DETAILED DESCRIPTION OF THE PREFERRED EMBODIMENT

[0011] FIG. 1 is an exploded view of one embodiment of the gear motor assembly 10 of the present invention. As illustrated by FIG. 1 the entire assembly is encased in a gearbox 12, comprising a top cover 14, a bottom cover 16 and a gear cover 20. The top cover 12 is typically secured to the bottom cover 16 via screws, adhesive or other interlocking mechanism. The gear cover 20 is supported between the top cover 14 and the bottom cover 16 in the gear motor assembly 10, as further described below.

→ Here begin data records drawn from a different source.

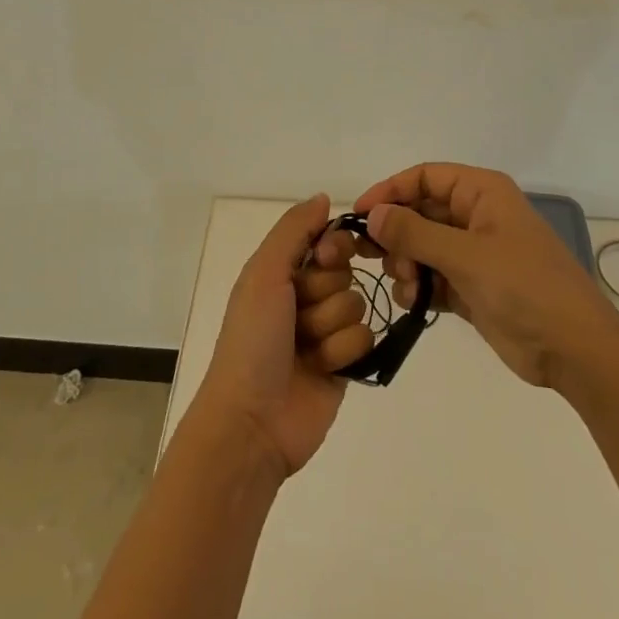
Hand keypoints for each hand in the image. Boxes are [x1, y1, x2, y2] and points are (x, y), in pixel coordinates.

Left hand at [189, 195, 374, 477]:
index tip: (325, 257)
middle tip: (298, 316)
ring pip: (357, 304)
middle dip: (325, 293)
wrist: (252, 421)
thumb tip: (325, 198)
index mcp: (281, 271)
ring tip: (305, 350)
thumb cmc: (252, 340)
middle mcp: (304, 296)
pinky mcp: (345, 364)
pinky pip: (367, 338)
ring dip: (330, 327)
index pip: (326, 240)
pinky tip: (322, 369)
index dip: (333, 247)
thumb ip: (294, 230)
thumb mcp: (264, 274)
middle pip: (345, 272)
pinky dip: (343, 353)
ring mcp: (326, 331)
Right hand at [353, 163, 618, 389]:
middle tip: (373, 258)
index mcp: (482, 193)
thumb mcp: (466, 255)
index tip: (360, 215)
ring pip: (422, 245)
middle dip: (396, 233)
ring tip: (406, 284)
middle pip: (420, 211)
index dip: (390, 190)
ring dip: (406, 263)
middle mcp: (476, 216)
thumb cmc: (525, 287)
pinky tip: (413, 301)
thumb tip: (372, 215)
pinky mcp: (473, 287)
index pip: (424, 177)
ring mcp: (475, 253)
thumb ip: (414, 233)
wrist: (576, 351)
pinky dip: (418, 285)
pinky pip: (432, 275)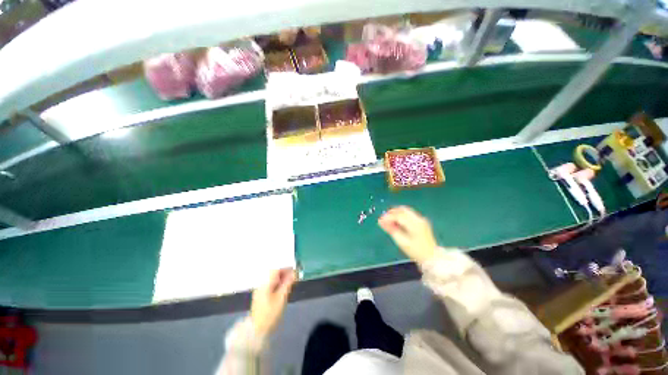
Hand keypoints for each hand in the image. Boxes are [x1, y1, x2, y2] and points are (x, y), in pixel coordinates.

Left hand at [251, 268, 295, 336]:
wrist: (257, 330)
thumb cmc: (270, 313)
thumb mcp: (282, 297)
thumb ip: (288, 283)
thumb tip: (294, 273)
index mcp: (266, 283)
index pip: (276, 270)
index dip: (286, 269)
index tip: (295, 272)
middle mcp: (261, 284)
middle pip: (273, 274)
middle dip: (284, 274)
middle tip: (294, 278)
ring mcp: (260, 290)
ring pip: (272, 280)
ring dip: (281, 280)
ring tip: (289, 284)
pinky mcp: (260, 296)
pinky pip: (270, 285)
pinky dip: (277, 285)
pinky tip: (282, 290)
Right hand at [378, 206, 437, 264]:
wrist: (432, 258)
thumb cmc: (416, 251)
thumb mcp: (401, 242)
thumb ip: (391, 229)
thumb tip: (381, 221)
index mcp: (414, 223)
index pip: (398, 215)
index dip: (388, 216)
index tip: (380, 220)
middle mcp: (418, 219)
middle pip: (402, 210)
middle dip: (391, 212)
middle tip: (383, 219)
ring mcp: (421, 219)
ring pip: (406, 211)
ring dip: (396, 213)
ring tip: (389, 220)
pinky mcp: (422, 222)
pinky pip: (409, 214)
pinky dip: (401, 216)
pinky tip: (397, 222)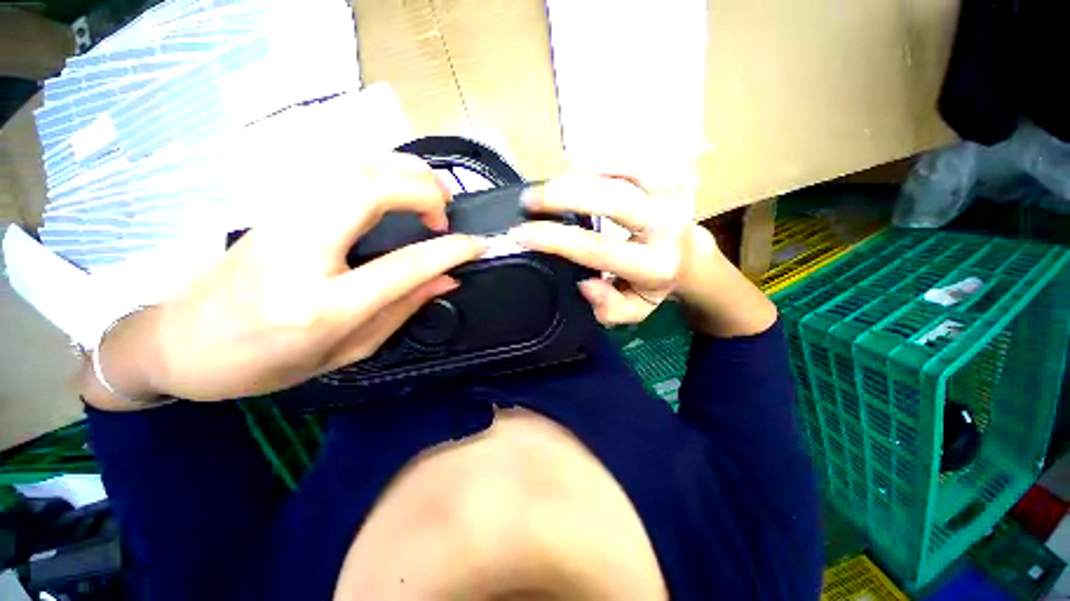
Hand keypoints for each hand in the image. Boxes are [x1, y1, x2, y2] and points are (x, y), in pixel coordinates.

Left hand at [86, 153, 485, 405]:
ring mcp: (283, 219)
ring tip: (431, 198)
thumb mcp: (345, 352)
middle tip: (447, 211)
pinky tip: (397, 191)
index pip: (404, 265)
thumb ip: (402, 310)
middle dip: (425, 190)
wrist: (180, 342)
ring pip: (354, 168)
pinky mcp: (276, 205)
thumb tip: (447, 279)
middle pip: (372, 190)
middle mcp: (301, 251)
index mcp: (322, 306)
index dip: (450, 250)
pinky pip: (340, 171)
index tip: (478, 245)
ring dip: (405, 173)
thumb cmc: (264, 363)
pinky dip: (381, 171)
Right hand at [509, 175, 717, 325]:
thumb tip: (585, 282)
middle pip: (612, 199)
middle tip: (528, 199)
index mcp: (654, 266)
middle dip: (563, 195)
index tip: (521, 234)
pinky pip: (631, 160)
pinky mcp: (668, 177)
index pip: (597, 248)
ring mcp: (670, 196)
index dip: (555, 239)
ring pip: (622, 173)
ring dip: (578, 175)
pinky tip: (573, 167)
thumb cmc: (653, 286)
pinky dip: (599, 161)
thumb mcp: (633, 311)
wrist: (689, 258)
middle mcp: (666, 226)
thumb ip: (609, 308)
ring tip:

[0012] A DC motor 22 is positioned between the top cover 14 and the gear cover 20. A gear train 18 is positioned generally underneath the motor 22, between the bottom cover 16 and the gear cover 20, separated from the motor by the gear cover 20. The gearbox 12 is typically made of an ABS (acrylonitrile butadinene styrene) copolymer or other such engineering plastics and may be designed with or without reinforcement, as necessary. The gearbox 12 may further include corner tabs 15 for interlocking the gear motor assembly 10 to the electromechanical device that it operates. While shown on the bottom cover 16, the corner tabs 15 may be located at other places on the gearbox 12, for example, on the top cover 14.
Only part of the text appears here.